Investigating the Effect of Intercritical Annealing Heat Treatment on the Quenching and Partitioning of Ferrite-Bainite-Martensite Microphases in High-Silicon Low-Alloy DIN 1.5025 Steel

In this study, the influence of intercritical annealing heat treatment on the quenching and partitioning (Q&P) of ferrite-bainite-martensite multiphase in high-silicon low-alloy DIN 1.5025 steel was investigated. Initially, a normalization heat treatment process involving austenitization at 900°C for 5 minutes followed by air cooling to room temperature was conducted to achieve homogeneous and uniform initial ferritic-pearlitic microstructures for all of the specimens.
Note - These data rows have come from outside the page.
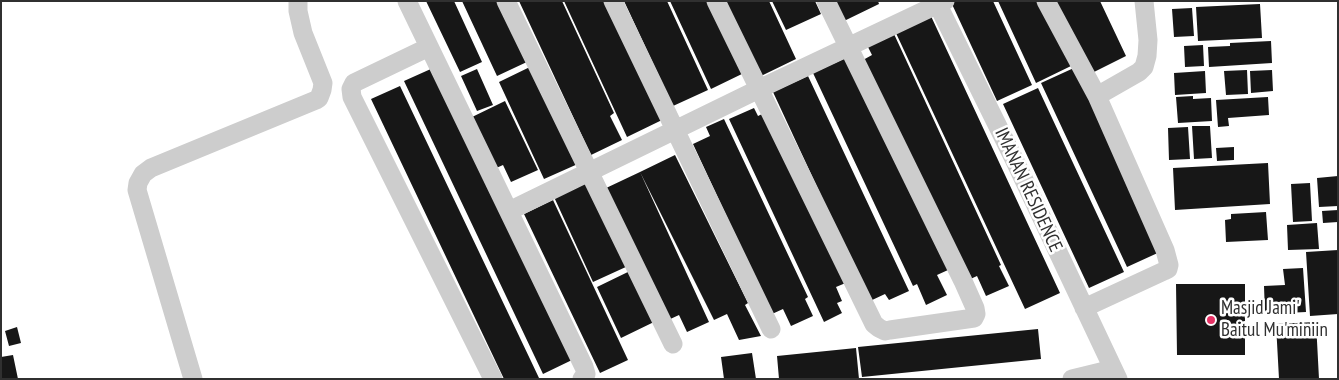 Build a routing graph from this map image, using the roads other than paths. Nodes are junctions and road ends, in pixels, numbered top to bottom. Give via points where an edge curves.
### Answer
1 (298, 1) edge
2 (407, 1) edge
3 (506, 1) edge
4 (614, 1) edge
5 (716, 1) edge
6 (826, 1) edge
7 (1046, 1) edge
8 (1144, 1) edge
9 (939, 2) edge
10 (429, 47) junction
11 (848, 47) junction
12 (759, 89) junction
13 (1097, 96) junction
14 (674, 130) junction
15 (589, 171) junction
16 (508, 211) junction
17 (1084, 308) junction
18 (771, 329) dead end
19 (673, 344) dead end
20 (1115, 374) edge
21 (193, 379) edge
22 (493, 379) edge
23 (582, 379) edge
24 (1072, 379) edge

1 - 21 street via 303,33 323,83 319,98 151,168 138,183 137,190
2 - 10 street
3 - 15 street
4 - 14 street
5 - 12 street
6 - 11 street
7 - 13 street
8 - 13 street via 1148,40 1144,67
9 - 11 street
9 - 17 street, IMANAN RESIDENCE
10 - 16 street
10 - 22 street via 354,83 352,96
11 - 12 street
11 - 12 street via 963,281 975,308 974,318 885,331 874,324
12 - 14 street
13 - 17 street via 1169,265 1168,269
14 - 15 street
14 - 18 street
15 - 16 street
15 - 19 street
16 - 23 street via 584,367 586,374
17 - 20 street, IMANAN RESIDENCE
20 - 24 street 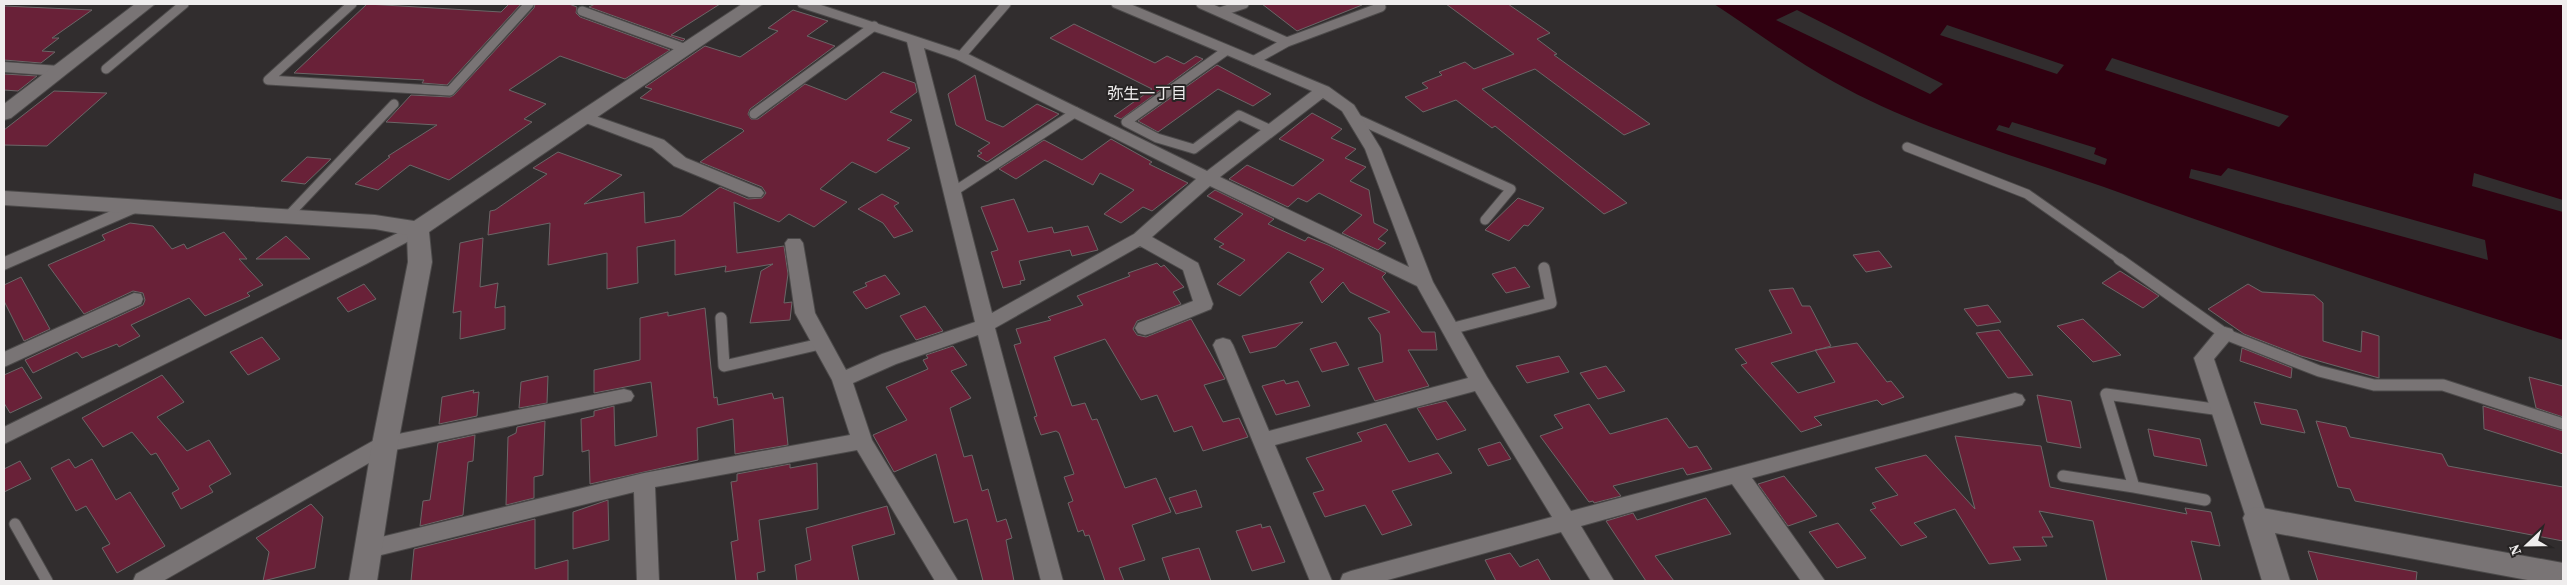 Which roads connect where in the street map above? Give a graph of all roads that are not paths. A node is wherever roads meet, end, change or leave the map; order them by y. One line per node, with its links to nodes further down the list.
1 (146, 4): 23 (street)
2 (184, 4): 22 (lane)
3 (352, 4): 4 (lane)
4 (529, 4)
5 (754, 4): 17 (street)
6 (804, 4): 14 (street)
7 (1006, 4): 19 (lane)
8 (1118, 4): 18 (street)
9 (1201, 4): 13 (lane)
10 (1244, 4): 13 (lane)
11 (1381, 8): 16 (lane)
12 (582, 11): 17 (lane)
13 (1220, 12): 16 (lane)
14 (874, 26): 15 (street); 28 (lane)
15 (914, 39): 19 (street); 34 (street)
16 (1287, 42): 20 (lane)
17 (686, 49): 29 (street)
18 (1227, 50): 20 (street); 31 (lane)
19 (961, 56): 26 (street)
20 (1253, 60): 24 (street)
21 (4, 67): 23 (street)
22 (106, 69)
23 (59, 71): 27 (street)
24 (1323, 90): 30 (street); 31 (street)
25 (394, 104): 38 (lane)
26 (1076, 112): 33 (street); 34 (lane)
27 (4, 114)
28 (754, 114)
29 (584, 117): 35 (street); 40 (street)
30 (1355, 118): 39 (lane); 45 (street)
31 (1271, 130): 33 (street)
32 (1907, 148): 51 (lane)
33 (1208, 178): 41 (street); 45 (street)
34 (953, 192): 48 (street)
35 (755, 193)
36 (4, 198): 37 (street)
37 (134, 207): 38 (street); 43 (street)
38 (287, 217): 40 (street)
39 (1484, 220)
40 (418, 229): 61 (street); 64 (street)
41 (1140, 238): 48 (street); 49 (street)
42 (794, 243): 52 (street)
43 (4, 264)
44 (1544, 268): 50 (lane)
45 (1424, 282): 50 (street)
46 (134, 299): 54 (street)
47 (721, 318): 52 (lane)
48 (984, 325): 55 (street); 81 (street)
49 (1145, 328)
50 (1450, 329): 56 (street)
51 (2226, 334): 59 (street); 60 (lane)
52 (820, 344): 55 (street)
53 (1223, 345): 62 (street)
54 (4, 360)
55 (842, 380): 63 (street)
56 (1480, 382): 62 (street); 71 (street)
57 (624, 396): 64 (street)
58 (2015, 400): 65 (street)
59 (2221, 410): 68 (lane); 70 (street)
60 (2563, 424)
61 (4, 436)
62 (1263, 440): 82 (street)
63 (862, 441): 67 (street); 80 (street)
64 (385, 444): 73 (street); 77 (street)
65 (1737, 474): 71 (street); 85 (street)
66 (2063, 476): 68 (lane)
67 (644, 481): 73 (street); 79 (street)
68 (2134, 487): 69 (lane)
69 (2205, 500)
70 (2256, 518): 75 (street); 86 (street)
71 (1566, 522): 83 (street); 84 (street)
72 (14, 524): 76 (lane)
73 (369, 549): 78 (street)
74 (2563, 574): 75 (street)
75 (2534, 575)
76 (47, 581)
77 (144, 581)
78 (363, 581)
79 (648, 581)
80 (947, 581)
81 (1052, 581)
82 (1321, 581)
83 (1351, 581)
84 (1603, 581)
85 (1814, 581)
86 (2276, 581)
Subsequently, the Q&P heat treatment cycles comprising partial austenitization in the intercritical austenite-ferrite region at 775°C for 60 minutes, followed by quenching in a molten salt bath of partitioning at temperatures of 250, 300, and 350°C for various durations of 2, 5, 15, 30, and 60 minutes were performed. Optical microscopy (OM) and field-emission scanning electron microscopy (FE-SEM) observations, standard tensile tests, and hardness measurements were employed to evaluate the microstructural changes in relation to the mechanical properties of the specimens. The results demonstrate that the presence of ferrite phase during partial austenitization in the intercritical austenite-ferrite region enriches austenite with carbon, reduces the martensite start temperature (Ms), promotes the formation of fine bainite crystals, and consequently leads to unconventional continuous yield behavior in the specimens. A partitioning heat treatment time of 30 minutes in the molten salt bath at 350°C induces the formation of multiphase microstructures containing a mixture of ferrite-bainite-martensite microphases, along with optimizing the formability and tensile strength properties to values of 16% and 1350 MPa, respectively.